Jelang Beroperasi, MRT Jakarta Adakan Simulasi Kebakaran

Jelang Beroperasi, MRT Jakarta Adakan Simulasi Kebakaran – MRT Jakarta baru-baru ini menggelar simulasi kebakaran di Stasiun Dukuh Atas, Jakarta Pusat. Simulasi tersebut merupakan bagian dari pengujian prosedur standar (SOP) penanggulangan situasi kedaruratan, termasuk menguji seberapa siap tim MRT Jakarta dalam mengevakuasi penumpang.

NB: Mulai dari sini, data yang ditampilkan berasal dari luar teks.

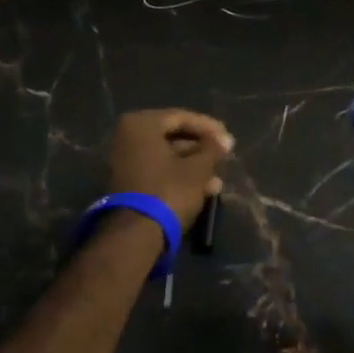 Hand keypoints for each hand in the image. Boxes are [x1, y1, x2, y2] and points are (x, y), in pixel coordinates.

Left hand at [106, 109, 233, 226]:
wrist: (135, 235)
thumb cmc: (168, 191)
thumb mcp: (197, 169)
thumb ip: (212, 149)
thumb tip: (225, 140)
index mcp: (141, 124)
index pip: (181, 117)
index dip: (208, 127)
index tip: (228, 138)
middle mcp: (128, 137)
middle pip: (173, 136)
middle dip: (201, 149)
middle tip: (223, 156)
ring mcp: (125, 160)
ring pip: (167, 156)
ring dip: (194, 165)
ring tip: (218, 178)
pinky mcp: (128, 182)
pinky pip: (159, 170)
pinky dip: (180, 175)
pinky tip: (205, 188)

“Kami sudah menguji SOP tersebut sejak 27 Februari 2019 lalu. SOP yang kami miliki termasuk penanggulangan banjir, kebakaran, kereta anjlok, bom, pintu tepi peron (PSD) rusak, dan benda mencurigakan,” individualized structure Direktur Operasi dan Perawatan PT MRT Jakarta, Muhammad Effendi, yang meninjau langsung simulasi, Rabu (6/3/2019).

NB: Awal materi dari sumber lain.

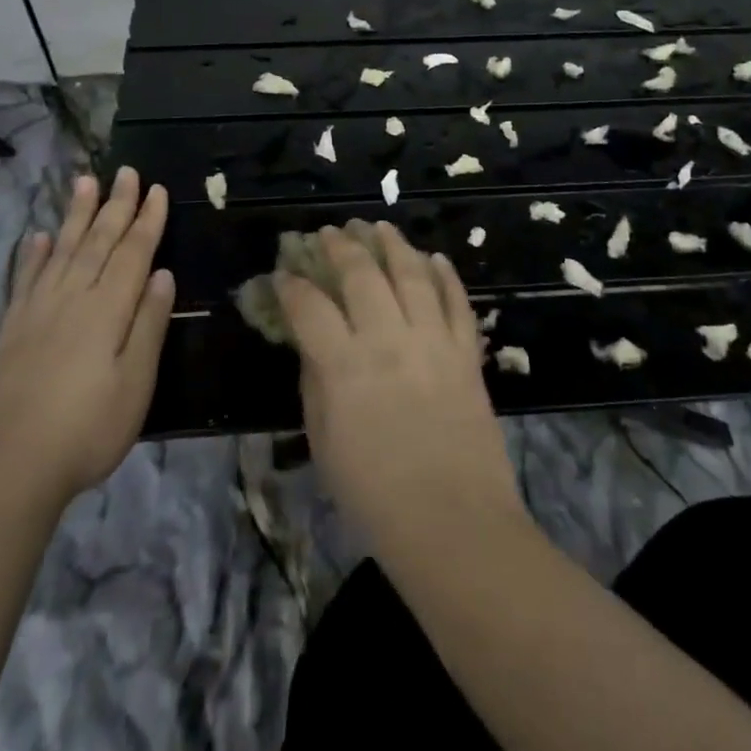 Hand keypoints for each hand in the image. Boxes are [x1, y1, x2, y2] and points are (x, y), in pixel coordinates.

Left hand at [0, 169, 174, 508]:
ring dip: (76, 215)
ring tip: (84, 182)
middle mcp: (73, 297)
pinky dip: (34, 254)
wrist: (7, 467)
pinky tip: (39, 236)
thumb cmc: (86, 429)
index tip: (158, 189)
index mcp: (108, 309)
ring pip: (63, 249)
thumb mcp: (135, 383)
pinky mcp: (12, 328)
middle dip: (115, 204)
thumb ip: (148, 325)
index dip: (148, 220)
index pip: (133, 253)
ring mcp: (38, 310)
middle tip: (125, 171)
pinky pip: (26, 278)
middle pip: (98, 241)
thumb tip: (163, 274)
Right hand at [278, 222, 524, 555]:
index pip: (309, 307)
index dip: (291, 285)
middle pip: (362, 274)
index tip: (283, 274)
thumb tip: (314, 346)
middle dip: (340, 247)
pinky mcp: (467, 352)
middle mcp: (388, 339)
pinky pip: (458, 301)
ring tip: (377, 225)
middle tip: (329, 233)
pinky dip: (446, 275)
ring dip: (392, 244)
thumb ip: (316, 385)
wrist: (454, 525)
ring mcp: (433, 341)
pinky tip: (435, 257)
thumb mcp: (325, 444)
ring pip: (412, 274)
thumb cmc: (375, 497)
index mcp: (344, 366)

Dikutip dari laman jakartamrt.co.id, Effendi menjelaskan bahwa simulasi ini termasuk langkah-langkah pengamanan perjalanan kereta dan jalurnya. Bahkan pihaknya juga melibatkan pihak luar seperti masyarakat dan karyawan perkantoran sekitar stasiun.

“Ini adalah hari ke-8 simulasi kedaruratan sejak 27 Februari lalu. Keselamatan dan kemanan penumpang adalah prioritas kami sehingga tim dan sistem kami harus benar-benar mampu dan memahami bagaimana bertindak dalam kondisi darurat,” tuturnya.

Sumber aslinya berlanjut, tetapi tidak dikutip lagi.